Spaß für Jung und alt - dazwischen Ödnis

Pro:

-

Kontra:

-

Empfehlung:

Nein

Cuxhaven ist wahrscheinlich das beliebteste Urlaubsziel und Kurgebiet an der niedersächsischen Nordsee. Und warum das Ganze? Weil die Strände so paradiesisch sind und das Wasser so tief ist? Wohl kaum.

Die Strände sind langweilig und das Wasser flach – man hat es hier mit dem Nationalpark Wattenmeer zu tun. Das bedeutet: Das Wasser geht hier bei Ebbe nicht nur ein bisschen – ein paar Meter etwa – zurück, sondern ganz komplett bis zur Fahrrinne der großen Schiffe.

Große Schiffe kann man in Cuxhaven eine ganze Menge sehen. Nicht im Hafen, denn der ist winzig und wird hauptsächlich von der Fischindustrie genutzt, sondern von den Deichen aus. Es handelt sich mehr um Durchgangsverkehr, denn Cuxhaven liegt an der Ecke Elbe / Nordsee.

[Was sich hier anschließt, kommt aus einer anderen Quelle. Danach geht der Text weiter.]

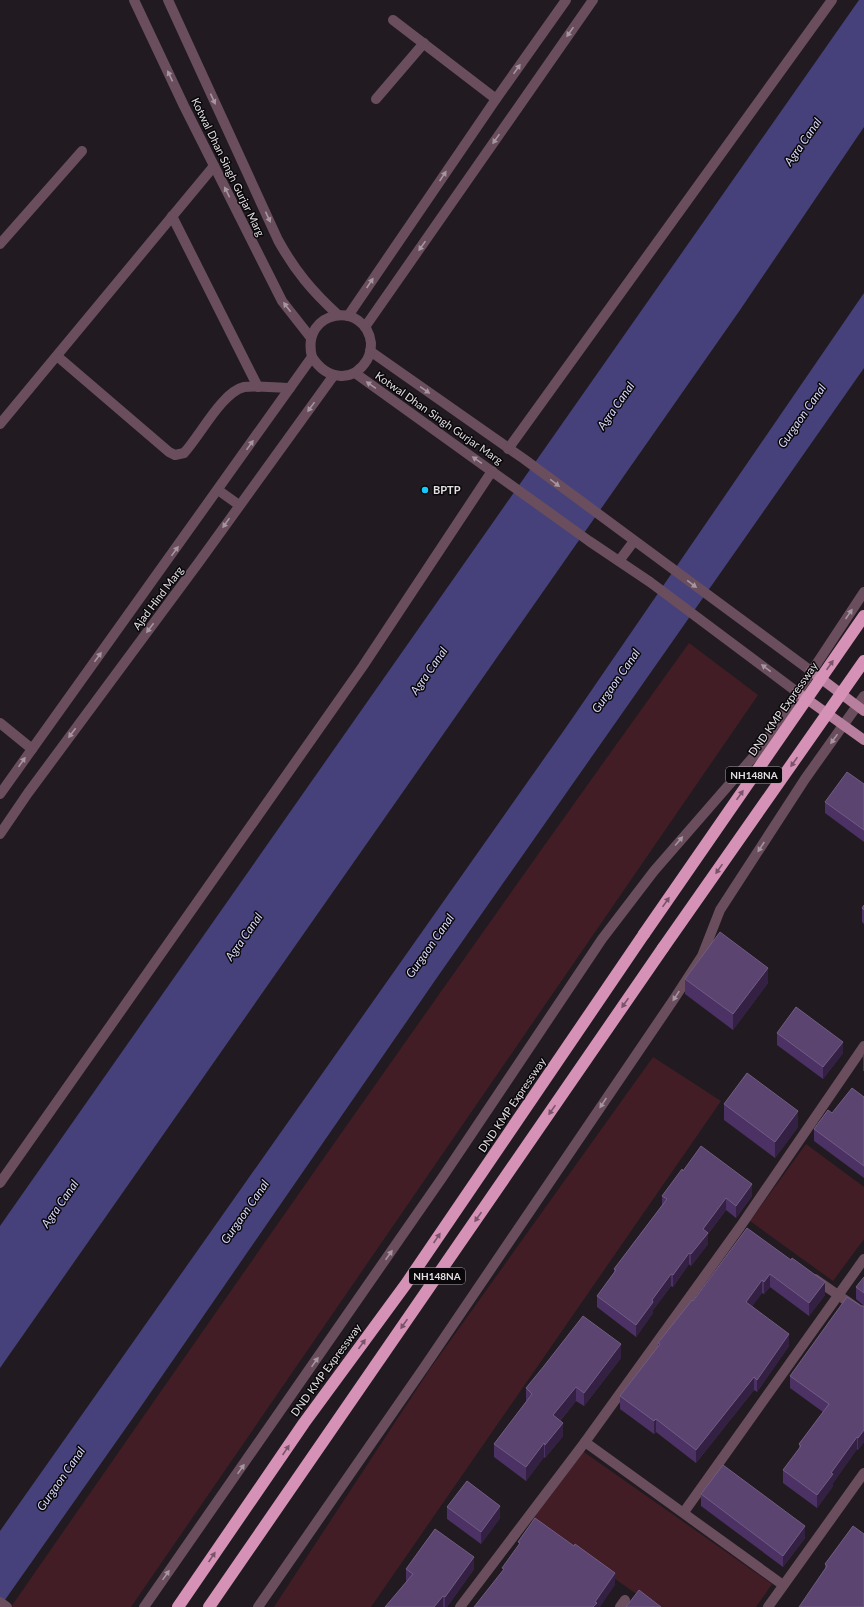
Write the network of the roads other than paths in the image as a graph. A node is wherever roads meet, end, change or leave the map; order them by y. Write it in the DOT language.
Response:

Also fahren hier die Schiffe durch, die nach Hamburg, von Hamburg, zum oder vom Nord-Ostsee-Kanal wollen.

Deshalb sieht man auf den Wegen auch so viele Menschen mit lustigen Ferngläsern.

Überhaupt, was sind das denn so für Menschen, die sich in Cuxhaven tummeln? Nun ja, meine Eltern haben in Cuxhaven eine Ferienwohnung (und ich bin auch gerade hier, sie meinten, ich bräuchte mal ein bisschen Internetentzug. Naja, jetzt hab ich kein DSL, sondern nur einen Laptop mit 56k-Modem. *schluchz*), und deshalb war ich in meinem Leben schon oft genug hier, um das typische Cuxhaven-Publikum schildern zu können:

Erstens: Familien mit Kindern. Kleinkindern, besser gesagt. Bis vielleicht 12 Jahren geht es noch gut, denn bis zu dem Alter kann man die Kinder im Sommer am Strand vergnügen (mit Schaufel und Eimerchen), zu den Spielplätzen schicken, und welches Kind freut sich nicht, wenn es Tiere angucken kann – im Kurpark.

Zweitens: Die Kurgäste und andere vornehmlich ältere Menschen. Man sieht hier bei den Spaziergängen über Deiche, Wege vor und hinter den Deichen und am Strand außer Kindern fast nur alte Menschen. Rentner und so. Manche machen einfach nur Urlaub, andere genießen Kuren. Wieder andere (zum Beispiel meine Großeltern) haben früher woanders gelebt und sind zum Sterben... na ja, zum aktiven Erleben des fortgeschrittenen Alters... nach Cuxhaven gezogen.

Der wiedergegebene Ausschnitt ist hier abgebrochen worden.